What the task requires | Would you restate all of the entries verbatim, minus any images?

Data extracts |
__________________________________________________

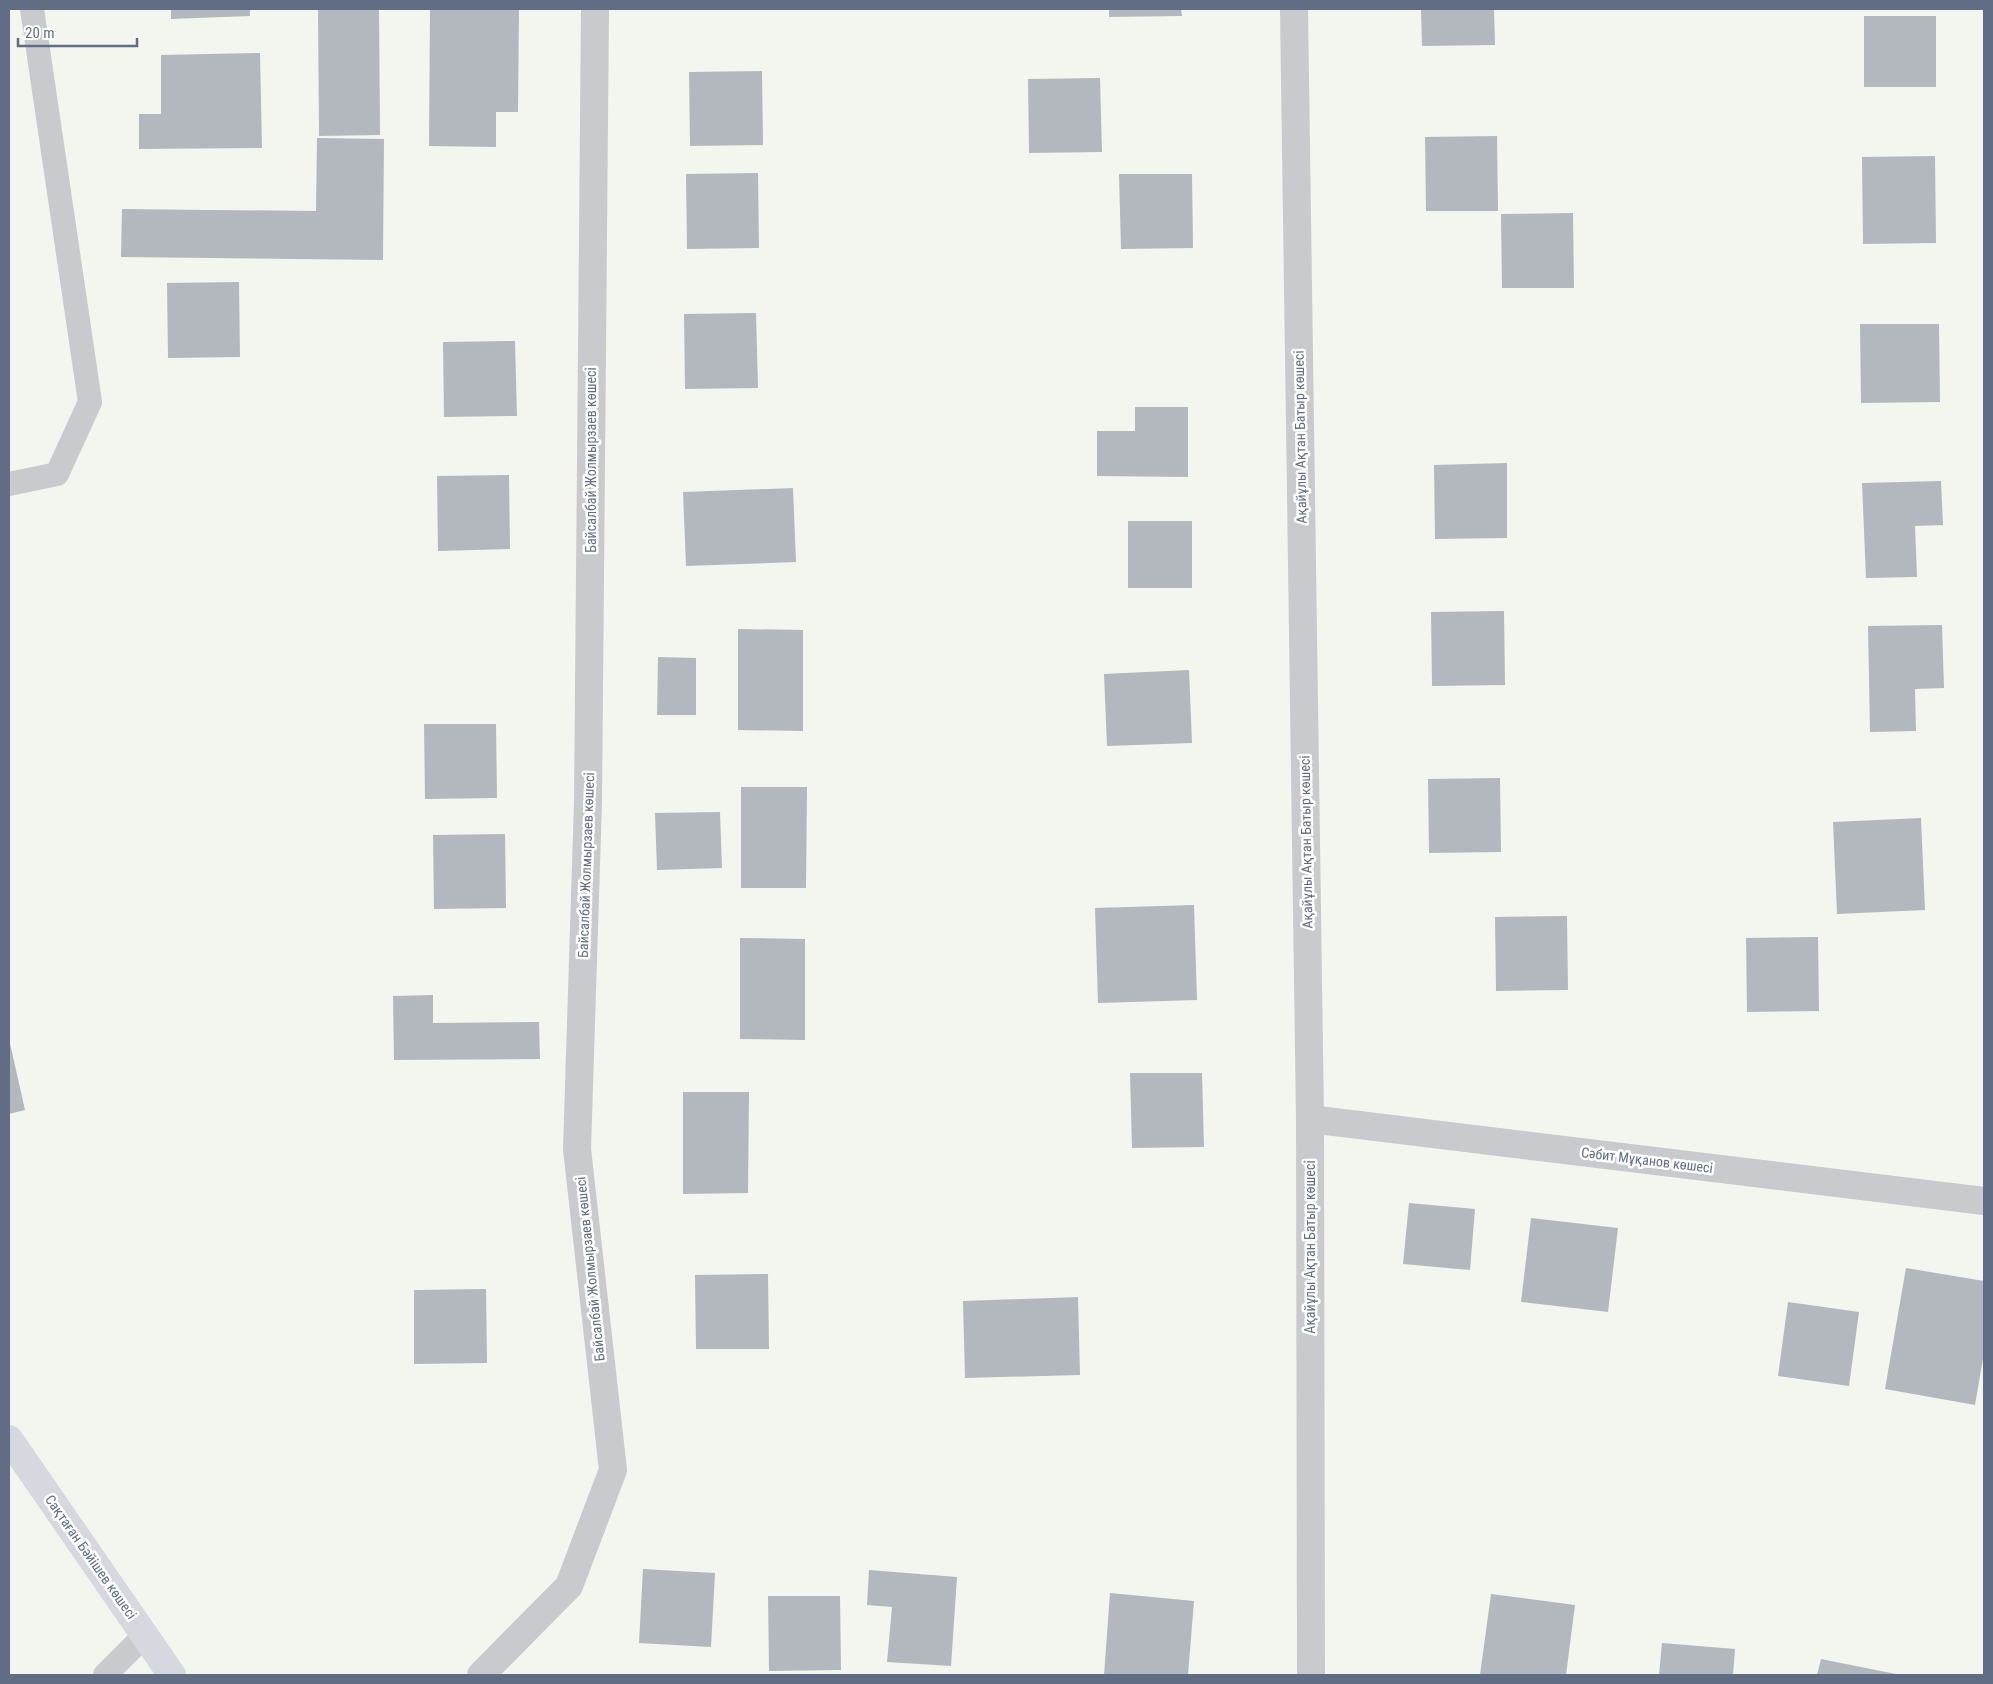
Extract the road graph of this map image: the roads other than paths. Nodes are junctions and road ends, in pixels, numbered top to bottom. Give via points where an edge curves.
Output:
1 (32, 9) edge
2 (595, 9) edge
3 (1294, 9) edge
4 (9, 484) edge
5 (1310, 1119) junction
6 (1984, 1201) edge
7 (9, 1438) edge
8 (145, 1635) junction
9 (105, 1675) edge
10 (172, 1675) edge
11 (481, 1675) edge
12 (1311, 1675) edge

1 - 4 lane via 90,402 57,474
2 - 11 street, Байсалбай Жолмырзаев көшесі via 588,802 577,1149 613,1470 569,1586
3 - 5 street, Ақайұлы Ақтан Батыр көшесі
5 - 6 street, Сәбит Мұқанов көшесі
5 - 12 street, Ақайұлы Ақтан Батыр көшесі
7 - 8 main road, Сақтаған Бәйішев көшесі
8 - 9 lane
8 - 10 main road, Сақтаған Бәйішев көшесі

__________________________________________________

Expected answer |
Extract the road graph of this map image: the roads other than paths. Nodes are junctions and road ends, in pixels, numbered top to bottom. Give via points where an edge curves.
Output:
1 (32, 9) edge
2 (595, 9) edge
3 (1294, 9) edge
4 (9, 484) edge
5 (1310, 1119) junction
6 (1984, 1201) edge
7 (9, 1438) edge
8 (145, 1635) junction
9 (105, 1675) edge
10 (172, 1675) edge
11 (481, 1675) edge
12 (1311, 1675) edge

1 - 4 lane via 90,402 57,474
2 - 11 street, Байсалбай Жолмырзаев көшесі via 588,802 577,1149 613,1470 569,1586
3 - 5 street, Ақайұлы Ақтан Батыр көшесі
5 - 6 street, Сәбит Мұқанов көшесі
5 - 12 street, Ақайұлы Ақтан Батыр көшесі
7 - 8 main road, Сақтаған Бәйішев көшесі
8 - 9 lane
8 - 10 main road, Сақтаған Бәйішев көшесі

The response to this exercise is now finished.